The paper introduces VIMTS, a framework adapting MAE for IMTS prediction, addressing challenges like unaligned signals and missing values. Unlike existing methods that separately model temporal and channel patterns, VIMTS enhances representation learning by transforming sparse signals into image-like patches, capturing cross-channel dependencies. The model leverages MAE’s pre-trained capability for patch reconstruction and refines predictions with a coarse-to-fine approach. Additionally, it integrates self-supervised learning with supervised fine-tuning. Extensive experiments demonstrate VIMTS’s performance and few-shot capability, expanding the application of visual foundation models to time series prediction.

-------Reply after rebuttal: Thank you for the response, it addresses most of my concerns. However, after considering multiple factors, I’ve decided to maintain my original score.

给作者的问题

See Other Strengths And Weaknesses.

论据与证据

The claims in line 23 (left) and lines 29-30 (right) on page 1 stating that existing pre-training models are limited to UTS are inaccurate, as many existing studies have already considered multivariate time series.

方法与评估标准

The model designed in the paper is both reasonable and effective for addressing the IMTS modeling problem. The dataset used is a commonly employed real-world dataset in IMTS modeling, which also provides practical guidance for solving real-world problems.

理论论述

There are no theoretical claims in this paper.

实验设计与分析

The experiments in the paper are sufficient, with appropriate comparison methods and thorough analysis. The use of commonly employed real-world datasets enhances the credibility of the results.

补充材料

I have read the whole supplementary material.

与现有文献的关系

This paper details efforts to advance IMTS forecasting.

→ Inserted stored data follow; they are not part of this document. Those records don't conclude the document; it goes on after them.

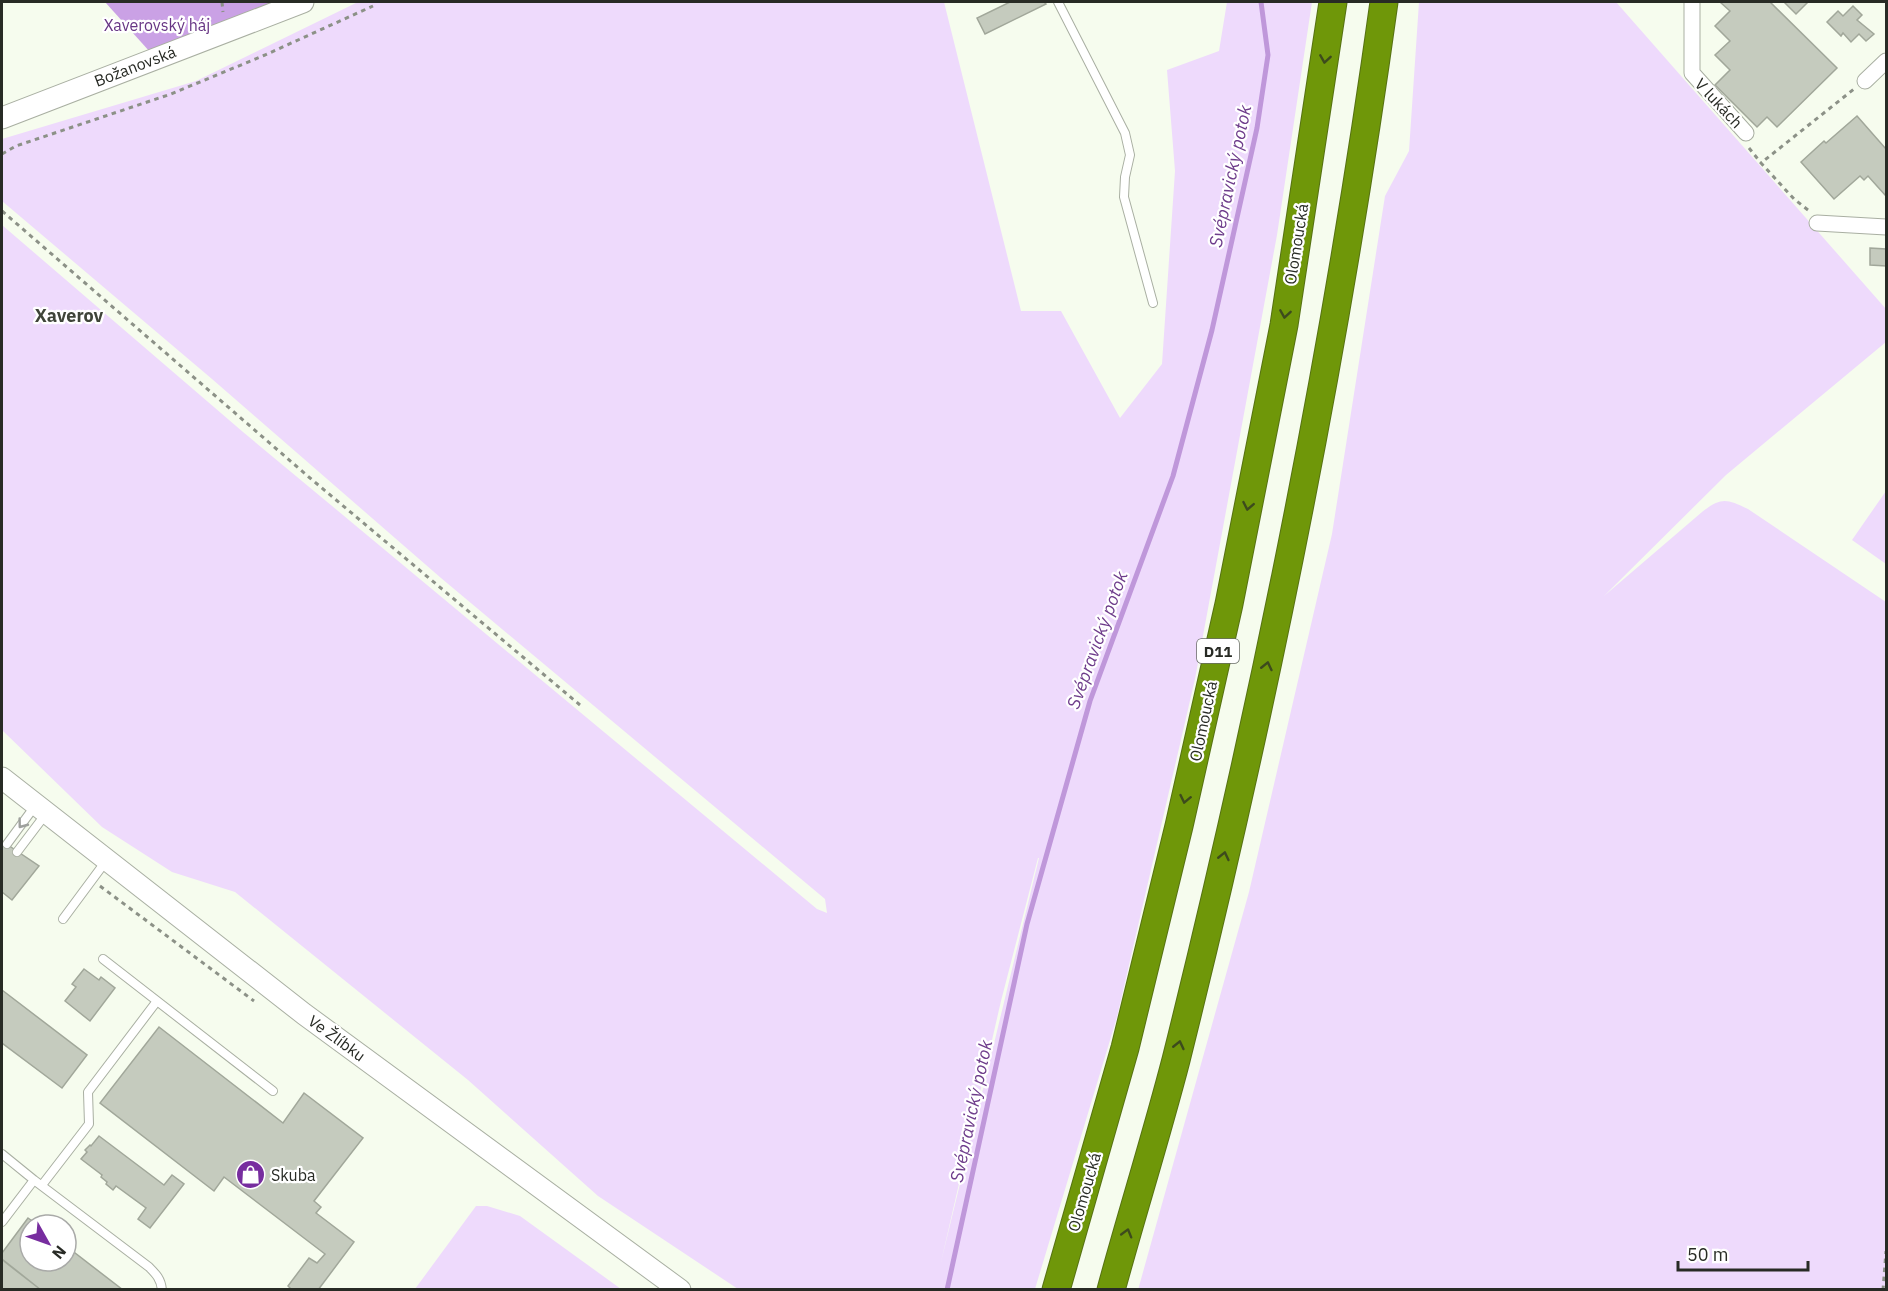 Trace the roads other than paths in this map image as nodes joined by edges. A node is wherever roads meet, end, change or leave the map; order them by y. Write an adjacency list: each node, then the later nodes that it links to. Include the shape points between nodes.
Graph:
1 (303, 2): 8 (street, Božanovská)
2 (1058, 2): 12 (lane, via 1125,133 1130,155 1124,197)
3 (1333, 2): 28 (highway, Olomoucká / D11, one-way to 28, via 1284,325 1228,604 1125,1048)
4 (1384, 2): 29 (highway, one-way to 4, via 1175,1063 1280,610 1334,326)
5 (1692, 2): 9 (street, V lukách, via 1692,73)
6 (1887, 61): 7 (street)
7 (1865, 81)
8 (2, 118)
9 (1746, 132)
10 (1817, 223): 11 (street)
11 (1887, 226)
12 (1153, 303)
13 (2, 778): 14 (street, Ve Žlíbku)
14 (41, 809): 15 (lane, one-way to 15); 16 (lane); 17 (street, Ve Žlíbku)
15 (7, 844)
16 (17, 852)
17 (107, 860): 18 (lane); 27 (street, Ve Žlíbku, via 304,1014)
18 (63, 919)
19 (103, 959): 20 (lane)
20 (158, 1001): 21 (lane); 24 (lane, via 88,1092 89,1124)
21 (273, 1090)
22 (2, 1155): 23 (lane)
23 (34, 1180): 24 (lane); 25 (lane)
24 (42, 1185): 26 (lane, via 149,1267 157,1275)
25 (2, 1222)
26 (162, 1290)
27 (680, 1290)
28 (1056, 1290)
29 (1110, 1290)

The paper provides a new perspective on the forecasting problem of IMTS to some extent and effectively improves forecasting performance.

遗漏的重要参考文献

Li Z, Li S, Yan X. Time series as images: Vision transformer for irregularly sampled time series[J]. Advances in Neural Information Processing Systems, 2023, 36: 49187-49204.

其他优缺点

  1. The authors should conduct a more in-depth comparison and analysis between this work and ViTST [1]. If the authors choose not to include this comparison, the difference in tasks should not be used as an excuse, as both models first learn representations and then use a projection head for downstream tasks.
  2. The contributions section is overly lengthy.
  3. Since the model incorporates multiple GCN layers, it would be helpful for the authors to compare the time and space complexity of the proposed method with other SOTA models.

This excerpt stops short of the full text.